● **Data listing**:
--

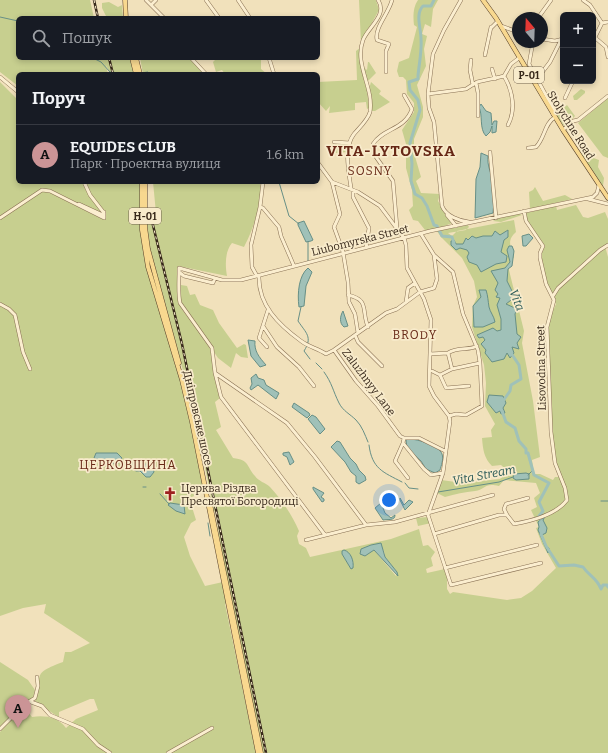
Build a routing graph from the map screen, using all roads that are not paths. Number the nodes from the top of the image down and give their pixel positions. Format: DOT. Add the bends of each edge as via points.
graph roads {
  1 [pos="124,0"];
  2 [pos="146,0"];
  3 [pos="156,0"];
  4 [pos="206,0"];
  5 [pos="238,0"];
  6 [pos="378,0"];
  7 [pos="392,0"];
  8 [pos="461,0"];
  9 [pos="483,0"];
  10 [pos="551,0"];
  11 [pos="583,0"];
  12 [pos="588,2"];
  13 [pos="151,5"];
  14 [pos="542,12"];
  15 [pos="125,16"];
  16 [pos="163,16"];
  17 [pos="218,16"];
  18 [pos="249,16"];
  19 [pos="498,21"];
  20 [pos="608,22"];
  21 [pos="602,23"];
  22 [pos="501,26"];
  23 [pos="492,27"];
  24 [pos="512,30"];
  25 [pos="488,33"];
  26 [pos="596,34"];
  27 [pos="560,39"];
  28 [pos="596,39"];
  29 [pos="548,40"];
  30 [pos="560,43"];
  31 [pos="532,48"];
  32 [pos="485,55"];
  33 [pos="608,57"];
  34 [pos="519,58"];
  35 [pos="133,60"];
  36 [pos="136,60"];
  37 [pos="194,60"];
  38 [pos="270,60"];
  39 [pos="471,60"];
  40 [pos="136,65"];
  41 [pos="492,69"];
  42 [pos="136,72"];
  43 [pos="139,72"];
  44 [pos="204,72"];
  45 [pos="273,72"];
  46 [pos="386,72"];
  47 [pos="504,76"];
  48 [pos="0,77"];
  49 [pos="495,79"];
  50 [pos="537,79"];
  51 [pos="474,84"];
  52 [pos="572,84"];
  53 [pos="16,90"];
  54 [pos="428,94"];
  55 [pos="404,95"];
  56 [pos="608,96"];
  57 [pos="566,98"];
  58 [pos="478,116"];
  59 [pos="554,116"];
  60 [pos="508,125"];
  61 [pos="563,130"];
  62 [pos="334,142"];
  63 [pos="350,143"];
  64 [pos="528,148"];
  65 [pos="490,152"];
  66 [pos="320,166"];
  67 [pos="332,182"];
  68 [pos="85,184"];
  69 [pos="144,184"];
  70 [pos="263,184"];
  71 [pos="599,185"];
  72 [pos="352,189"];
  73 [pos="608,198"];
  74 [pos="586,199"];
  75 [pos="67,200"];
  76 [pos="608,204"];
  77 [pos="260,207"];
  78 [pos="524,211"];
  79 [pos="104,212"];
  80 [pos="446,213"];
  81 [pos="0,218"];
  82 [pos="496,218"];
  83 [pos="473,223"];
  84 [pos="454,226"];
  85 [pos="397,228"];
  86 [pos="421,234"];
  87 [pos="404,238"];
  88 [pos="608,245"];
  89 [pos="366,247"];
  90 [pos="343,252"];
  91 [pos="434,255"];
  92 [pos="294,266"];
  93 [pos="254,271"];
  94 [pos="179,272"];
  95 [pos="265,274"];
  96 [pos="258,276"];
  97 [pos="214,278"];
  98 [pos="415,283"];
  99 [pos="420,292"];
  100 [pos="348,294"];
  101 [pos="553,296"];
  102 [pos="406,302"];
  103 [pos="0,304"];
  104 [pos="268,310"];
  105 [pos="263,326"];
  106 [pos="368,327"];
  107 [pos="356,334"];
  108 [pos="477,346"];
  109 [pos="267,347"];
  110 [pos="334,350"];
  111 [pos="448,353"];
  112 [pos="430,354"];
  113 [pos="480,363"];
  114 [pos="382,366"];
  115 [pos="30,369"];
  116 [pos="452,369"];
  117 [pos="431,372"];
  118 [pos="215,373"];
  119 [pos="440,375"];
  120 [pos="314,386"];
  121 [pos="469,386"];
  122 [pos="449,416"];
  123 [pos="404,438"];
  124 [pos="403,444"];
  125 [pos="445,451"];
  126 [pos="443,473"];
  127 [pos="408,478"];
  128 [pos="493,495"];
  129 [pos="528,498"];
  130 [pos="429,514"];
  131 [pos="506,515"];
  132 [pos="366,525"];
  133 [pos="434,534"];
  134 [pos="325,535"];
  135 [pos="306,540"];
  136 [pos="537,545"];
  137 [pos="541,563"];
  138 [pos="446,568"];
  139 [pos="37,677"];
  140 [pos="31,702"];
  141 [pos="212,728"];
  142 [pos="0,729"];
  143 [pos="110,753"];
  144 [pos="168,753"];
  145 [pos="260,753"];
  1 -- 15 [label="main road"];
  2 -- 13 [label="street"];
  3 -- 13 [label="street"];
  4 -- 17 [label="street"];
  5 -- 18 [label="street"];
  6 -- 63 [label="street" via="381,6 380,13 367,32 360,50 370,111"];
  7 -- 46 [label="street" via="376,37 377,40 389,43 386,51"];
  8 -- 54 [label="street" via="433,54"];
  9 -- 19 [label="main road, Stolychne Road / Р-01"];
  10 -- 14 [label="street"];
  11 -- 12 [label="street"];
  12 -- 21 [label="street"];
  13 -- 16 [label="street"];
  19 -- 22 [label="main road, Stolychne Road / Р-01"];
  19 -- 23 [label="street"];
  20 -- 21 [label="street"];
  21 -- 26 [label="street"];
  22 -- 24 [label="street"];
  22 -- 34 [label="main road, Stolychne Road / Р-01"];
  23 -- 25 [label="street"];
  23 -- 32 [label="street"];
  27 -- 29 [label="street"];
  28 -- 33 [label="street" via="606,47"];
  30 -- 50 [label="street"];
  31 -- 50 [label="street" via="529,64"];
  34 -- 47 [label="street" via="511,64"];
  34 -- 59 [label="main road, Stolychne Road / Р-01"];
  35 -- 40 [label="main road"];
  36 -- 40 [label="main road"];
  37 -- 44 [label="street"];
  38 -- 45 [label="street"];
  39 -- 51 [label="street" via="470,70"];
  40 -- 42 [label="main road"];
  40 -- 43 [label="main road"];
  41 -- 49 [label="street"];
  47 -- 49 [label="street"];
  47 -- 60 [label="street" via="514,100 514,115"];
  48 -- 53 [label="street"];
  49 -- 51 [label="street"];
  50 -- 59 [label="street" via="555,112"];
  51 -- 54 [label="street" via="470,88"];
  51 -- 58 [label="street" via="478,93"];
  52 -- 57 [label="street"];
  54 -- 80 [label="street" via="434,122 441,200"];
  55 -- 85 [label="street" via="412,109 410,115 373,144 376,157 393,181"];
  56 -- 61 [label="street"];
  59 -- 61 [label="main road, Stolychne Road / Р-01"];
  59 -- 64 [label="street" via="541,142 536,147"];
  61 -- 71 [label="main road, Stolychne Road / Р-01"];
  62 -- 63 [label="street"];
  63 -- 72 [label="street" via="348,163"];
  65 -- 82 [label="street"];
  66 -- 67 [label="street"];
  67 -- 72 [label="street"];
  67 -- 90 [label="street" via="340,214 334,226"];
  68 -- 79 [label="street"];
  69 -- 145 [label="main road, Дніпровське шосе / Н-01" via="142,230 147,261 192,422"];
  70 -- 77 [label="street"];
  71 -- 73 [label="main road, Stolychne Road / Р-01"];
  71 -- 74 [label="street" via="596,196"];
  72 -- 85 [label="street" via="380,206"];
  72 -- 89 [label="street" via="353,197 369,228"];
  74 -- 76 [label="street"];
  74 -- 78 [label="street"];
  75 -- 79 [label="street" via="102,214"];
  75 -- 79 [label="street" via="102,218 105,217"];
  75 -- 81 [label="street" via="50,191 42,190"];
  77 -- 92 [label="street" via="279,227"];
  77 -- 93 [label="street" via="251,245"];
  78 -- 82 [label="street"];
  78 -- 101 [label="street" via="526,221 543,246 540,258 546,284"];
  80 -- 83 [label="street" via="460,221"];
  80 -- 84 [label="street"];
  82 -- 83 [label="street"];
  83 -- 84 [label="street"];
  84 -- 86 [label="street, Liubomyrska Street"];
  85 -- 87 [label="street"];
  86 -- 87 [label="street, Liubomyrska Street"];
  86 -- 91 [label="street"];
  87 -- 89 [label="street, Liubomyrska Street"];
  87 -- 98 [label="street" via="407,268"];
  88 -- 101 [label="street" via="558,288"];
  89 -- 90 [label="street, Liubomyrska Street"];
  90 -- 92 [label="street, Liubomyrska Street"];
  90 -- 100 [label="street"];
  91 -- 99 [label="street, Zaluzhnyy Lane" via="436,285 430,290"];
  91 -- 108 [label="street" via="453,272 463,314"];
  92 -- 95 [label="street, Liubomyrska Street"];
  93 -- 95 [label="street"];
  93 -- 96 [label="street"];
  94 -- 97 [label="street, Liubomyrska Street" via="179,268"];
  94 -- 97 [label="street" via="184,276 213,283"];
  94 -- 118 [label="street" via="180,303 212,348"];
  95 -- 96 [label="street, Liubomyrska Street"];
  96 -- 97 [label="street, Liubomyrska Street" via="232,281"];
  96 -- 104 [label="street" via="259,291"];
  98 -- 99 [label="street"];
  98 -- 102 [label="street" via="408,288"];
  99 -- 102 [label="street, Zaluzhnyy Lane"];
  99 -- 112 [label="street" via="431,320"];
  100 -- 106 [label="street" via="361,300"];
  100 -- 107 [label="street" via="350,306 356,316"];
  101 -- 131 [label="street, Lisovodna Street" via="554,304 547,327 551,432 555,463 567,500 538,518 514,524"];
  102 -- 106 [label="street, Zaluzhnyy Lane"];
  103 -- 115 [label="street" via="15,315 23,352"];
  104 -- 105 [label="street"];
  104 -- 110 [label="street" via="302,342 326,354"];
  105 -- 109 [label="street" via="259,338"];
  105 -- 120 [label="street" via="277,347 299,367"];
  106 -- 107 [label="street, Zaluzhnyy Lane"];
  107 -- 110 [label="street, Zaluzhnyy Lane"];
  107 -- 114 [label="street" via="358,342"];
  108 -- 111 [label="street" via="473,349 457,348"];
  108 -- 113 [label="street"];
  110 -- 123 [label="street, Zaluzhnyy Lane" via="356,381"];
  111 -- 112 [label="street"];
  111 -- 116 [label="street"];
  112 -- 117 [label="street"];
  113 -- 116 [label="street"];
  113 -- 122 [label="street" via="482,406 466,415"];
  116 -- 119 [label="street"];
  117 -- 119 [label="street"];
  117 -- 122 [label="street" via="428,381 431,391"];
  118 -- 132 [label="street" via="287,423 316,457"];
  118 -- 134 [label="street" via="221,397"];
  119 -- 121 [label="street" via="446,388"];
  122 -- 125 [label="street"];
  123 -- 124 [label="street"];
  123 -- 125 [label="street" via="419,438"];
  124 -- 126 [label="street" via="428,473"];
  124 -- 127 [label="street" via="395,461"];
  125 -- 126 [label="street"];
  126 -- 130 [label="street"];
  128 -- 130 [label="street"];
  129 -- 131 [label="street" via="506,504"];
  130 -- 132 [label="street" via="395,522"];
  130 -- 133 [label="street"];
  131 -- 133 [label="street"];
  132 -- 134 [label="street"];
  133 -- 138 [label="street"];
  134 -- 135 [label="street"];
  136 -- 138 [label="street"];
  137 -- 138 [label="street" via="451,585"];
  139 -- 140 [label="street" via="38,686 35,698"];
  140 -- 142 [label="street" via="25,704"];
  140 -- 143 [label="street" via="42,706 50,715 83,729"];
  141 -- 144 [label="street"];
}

--

● **Your task**: Where does the string "Zaluzhnyy" appear in the records? Copy every line that holds it.

● **Task result**:
  91 -- 99 [label="street, Zaluzhnyy Lane" via="436,285 430,290"];
  99 -- 102 [label="street, Zaluzhnyy Lane"];
  102 -- 106 [label="street, Zaluzhnyy Lane"];
  106 -- 107 [label="street, Zaluzhnyy Lane"];
  107 -- 110 [label="street, Zaluzhnyy Lane"];
  110 -- 123 [label="street, Zaluzhnyy Lane" via="356,381"];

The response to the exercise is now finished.